The Care Quality Commission (CQC) is the regulatory body that ensures that care homes provide safe, effective, caring, responsive and well-led health and social care services in England. CQC regulates activities and assigns a rating to different care homes and facilities.

For most care facilities, CQC is a formidable foe. Failing the inspection often leads to litigation and costly fines.

For us at Midlands Care, we choose to see CQC approvals and inspections as a stamp of approval to our residents. That is why CQC inspection is not only essential to us but also for our residents and our business.

This is because CQC’s checklist is aimed at challenging us to provide quality care to our residents. Here are some of the critical areas of a CQC inspection checklist.

Key Lines of Enquiry

CQC uses a series of questions known as Key Lines of Enquiry (KLOE). There are questions that feed into the key lines, and CQC inspectors use them to assess all providers.

Each of the KLOEs covers a section of care services and homes that are vital to service provision and the experience of residents. These sections include:


In this section, the CQC aims to assess the systems, processes, and practices to keep people safe and safeguarded from abuse. As proof of your safety protocol, you need:

  • A comprehensive safeguarding policy which includes how the facility applies the Mental Capacity Act and Deprivation of Liberty Standards and how the preventative strategy is applied.
  • Minutes detailing meetings of adult and child safeguarding meetings and points of discussion.
  • Posters of local contact details in clinical rooms with safeguarding contacts.
  • Infection control reports and action plans
  • Health and safety and fire risk assessments
  • Proof of a safe staffing level
  • Evidence that all the staff understand and consent to the policy
  • Equipment maintenance logs and PAT testing

These and other areas are the areas of concern that CQC inspectors focus on to ensure a facility is safe for the residents.


It’s not enough that a facility is safe. The services offered have to be effective, and the needs of the residents in terms of care and treatment should be delivered in line with the legislation.

  • The CQC will need proof that you review and discuss clinical guidance to ensure proper operation in accordance with the latest best policy.
  • A safety netting and guideline on how patients can seek help if they feel worse
  • Peer reviews and documentation of regular management meetings.
  • Evidence of performance reviews of the practice
  • Demonstrate that you understand the Mental Capacity Act and Deprivation of Liberty Standards.
  • HR folders with proper documentation.


While providing service, a carer should treat the patients and residents with kindness, respect and compassion. When necessary, it’s important to offer emotional support. The CQC also assesses this in several ways:

  • They can use the friends and family test or positive feedback from the patient
  • Request for evidence that the practise meets the fundamental standards of care
  • Ask for examples of how the practice cares for dementia patients and other special needs patients.
  • Examples of shared decision making
  • Carers register and evidence that is up to date
  • Adjustments for disabled residents
  • Proof of privacy, dignity and chaperone training.


Is the care provided to the residents personalised and responsive to their needs?

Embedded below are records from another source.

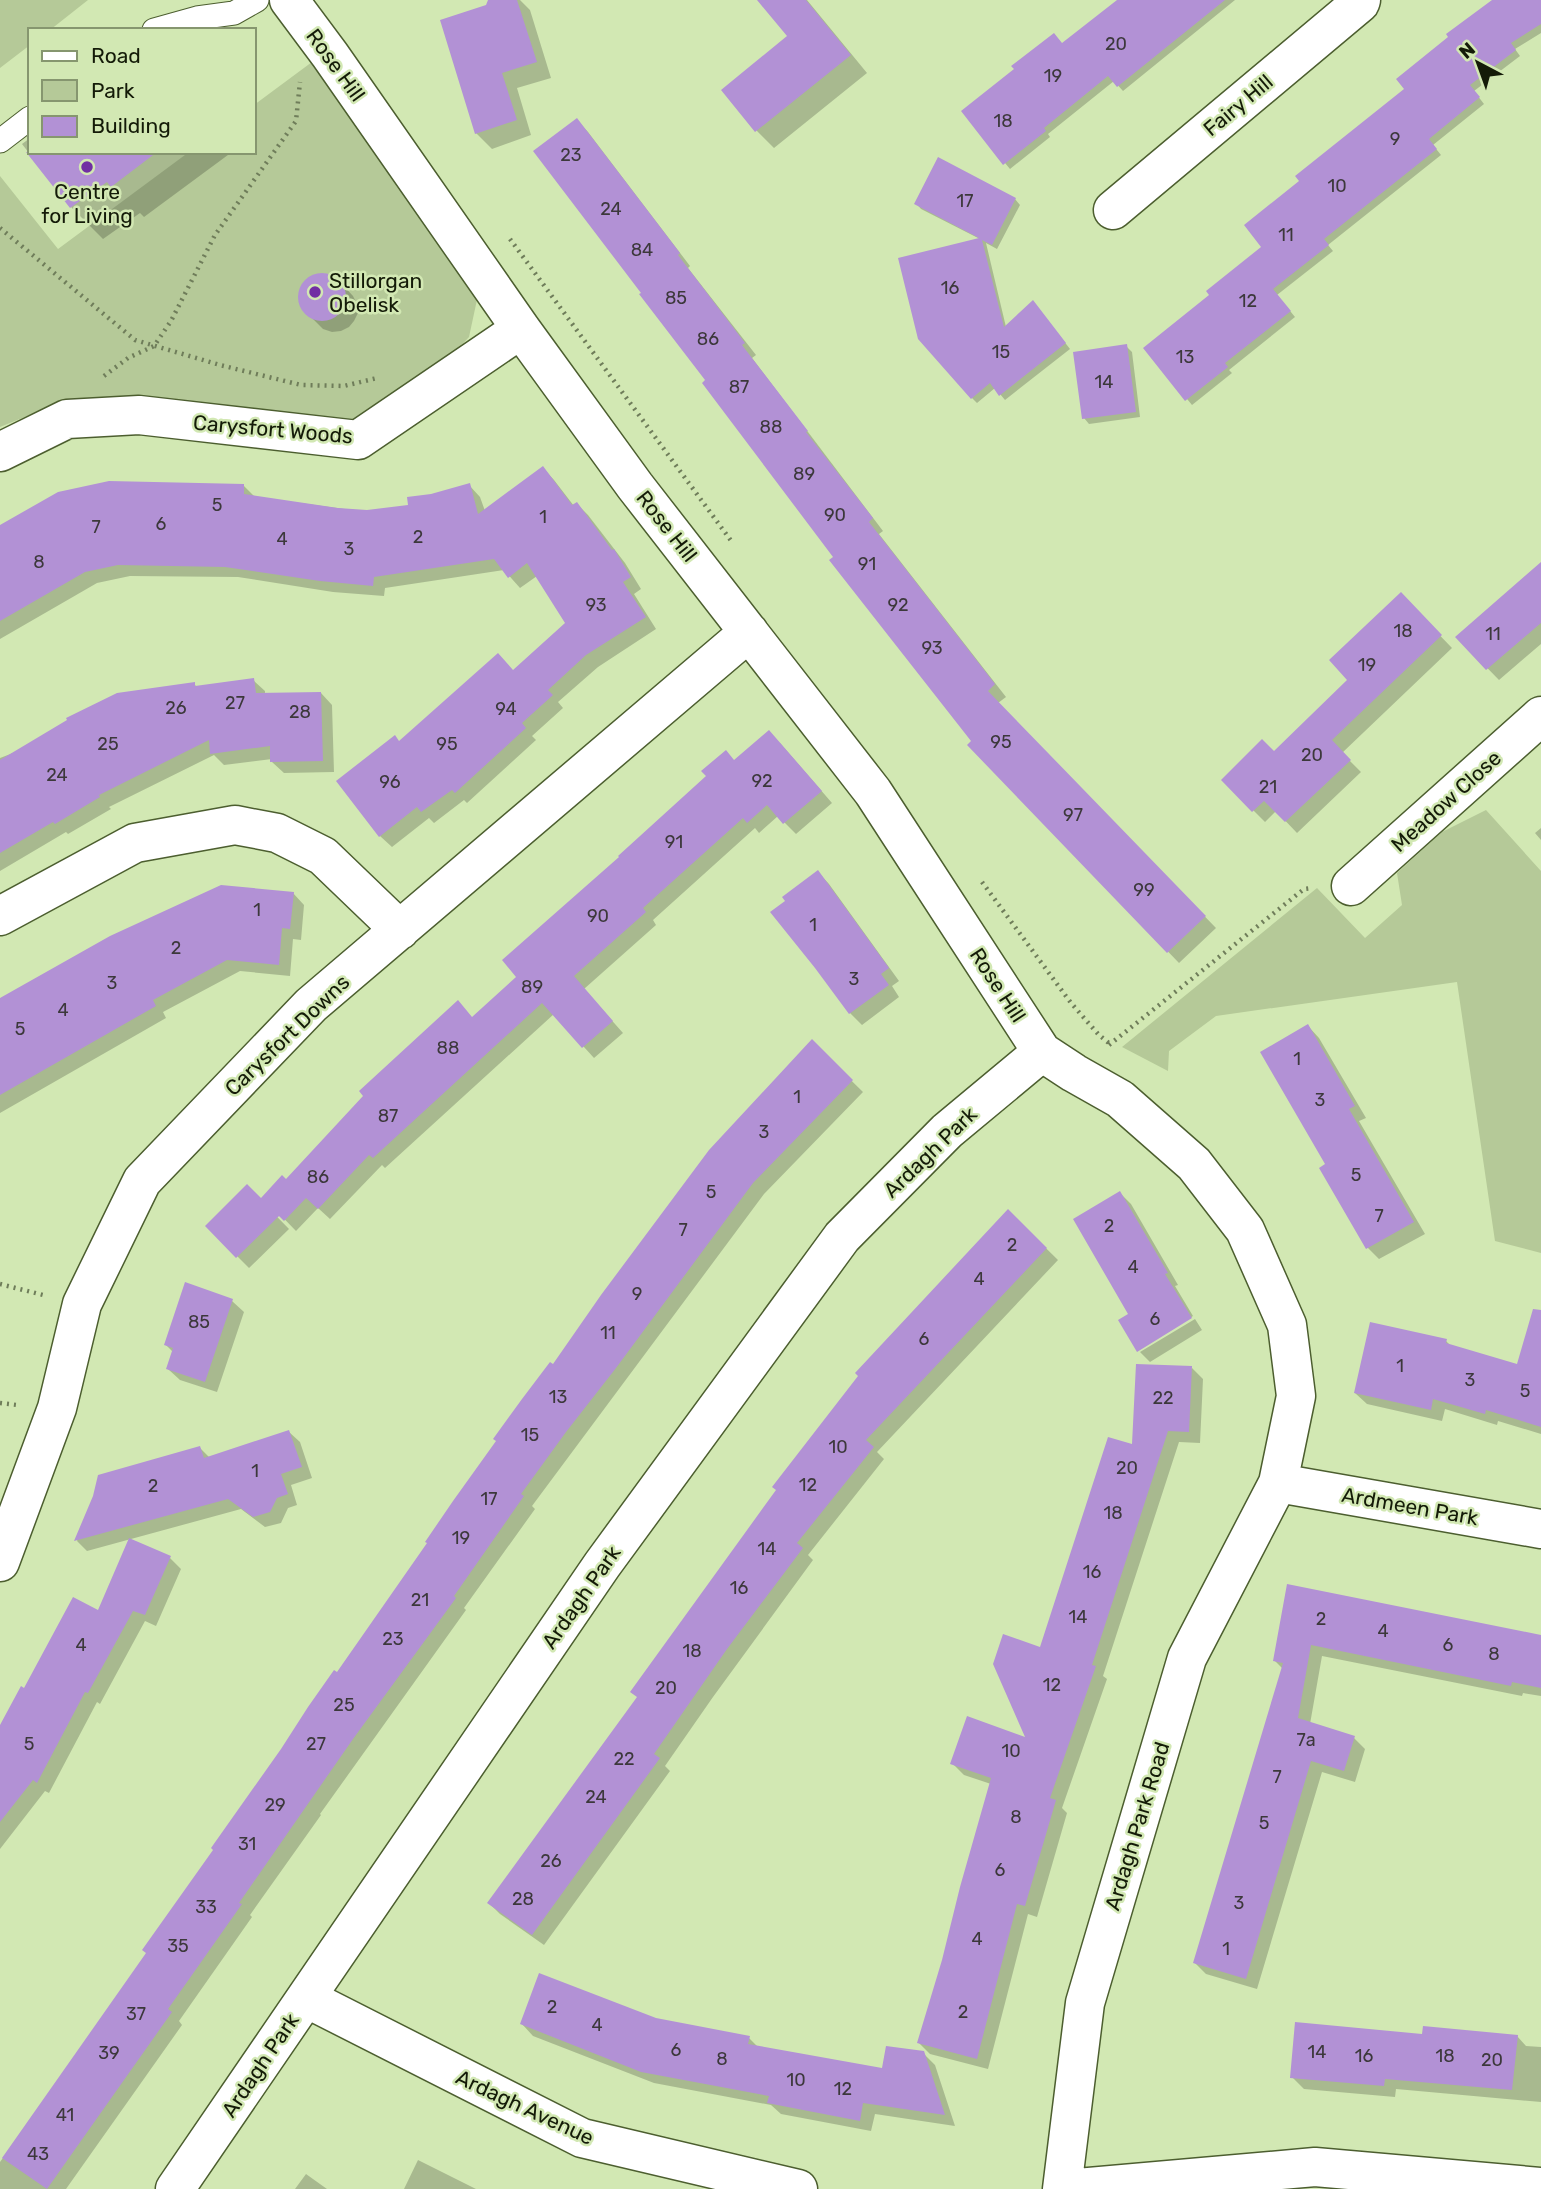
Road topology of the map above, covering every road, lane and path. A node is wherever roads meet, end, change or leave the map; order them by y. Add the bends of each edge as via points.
1 (257, 0) edge
2 (289, 0) edge
3 (1361, 0) edge
4 (161, 28) edge
5 (330, 55) junction
6 (28, 120) edge
7 (0, 142) edge
8 (1114, 210) dead end
9 (0, 228) edge
10 (521, 329) junction
11 (154, 346) junction
12 (384, 376) dead end
13 (66, 419) junction
14 (0, 452) edge
15 (749, 632) junction
16 (1541, 716) edge
17 (1351, 886) joint
18 (0, 916) edge
19 (400, 930) junction
20 (1042, 1052) junction
21 (1074, 1073) junction
22 (1278, 1483) junction
23 (1541, 1529) edge
24 (0, 1562) edge
25 (306, 1998) junction
26 (1213, 2183) edge
27 (1541, 2187) edge
28 (175, 2189) edge
29 (798, 2189) edge
30 (1064, 2189) edge

1 - 4 lane via 234,13
2 - 5 street, Rose Hill
3 - 8 street, Fairy Hill
5 - 10 street, Rose Hill
5 - 11 path via 299,83 296,121 215,235
6 - 7 lane
9 - 11 path via 135,340
10 - 13 street, Carysfort Woods via 358,440 139,415
10 - 15 street, Rose Hill
11 - 12 path via 301,385 344,386
11 - 13 path via 128,358 92,386
13 - 14 street, Carysfort Woods
15 - 19 street, Carysfort Downs
15 - 20 street, Rose Hill via 873,792
16 - 17 street, Meadow Close
17 - 21 path via 1304,889
18 - 19 street via 135,844 235,825 277,833 323,856
19 - 24 street, Carysfort Downs via 311,1005 142,1181 82,1304 57,1408
20 - 21 street, Ardagh Park Road
20 - 25 street, Ardagh Park via 947,1131 842,1237 602,1565
21 - 22 street, Ardagh Park Road via 1120,1099 1194,1164 1245,1230 1287,1325 1296,1396
22 - 23 street, Ardmeen Park
22 - 30 street, Ardagh Park Road via 1187,1658 1085,2003
25 - 28 street, Ardagh Park
25 - 29 street, Ardagh Avenue via 582,2138
26 - 27 street via 1315,2167
26 - 30 street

To pass the CQC inspection for this aspect, you need to:

  • Provide evidence that the facility understands its population.
  • Evidence of how flexible the practice is in service provision
  • Proof of how you respond to home visits
  • Risk assessment and premises appraisal
  • How appointment systems work and the rationale for the number of routine and urgent appointments
  • Minutes of meetings where complaints are discussed


For a facility to offer safe, effective and caring services, it needs a capable leader with the ability to deliver high quality and sustainable care. In this case, the practice is required to:

  • Explain the organisational structure, show proof of good teamwork and leadership development.
  • Show evidence of succession planning
  • Evidence that staff are supported and valued
  • Evidence that staff understand the mission statement and vision of the practice.

These are the five key areas that a CQC inspection focuses on. The areas under each of the areas vary. Having been in the residential care business for over 40 years, we have been subjected to numerous CQC inspections. We have passed every time, which shows our dedication to our residents and continuously improves our quality of services to deliver nothing short of an outstanding stay for each one of our residents.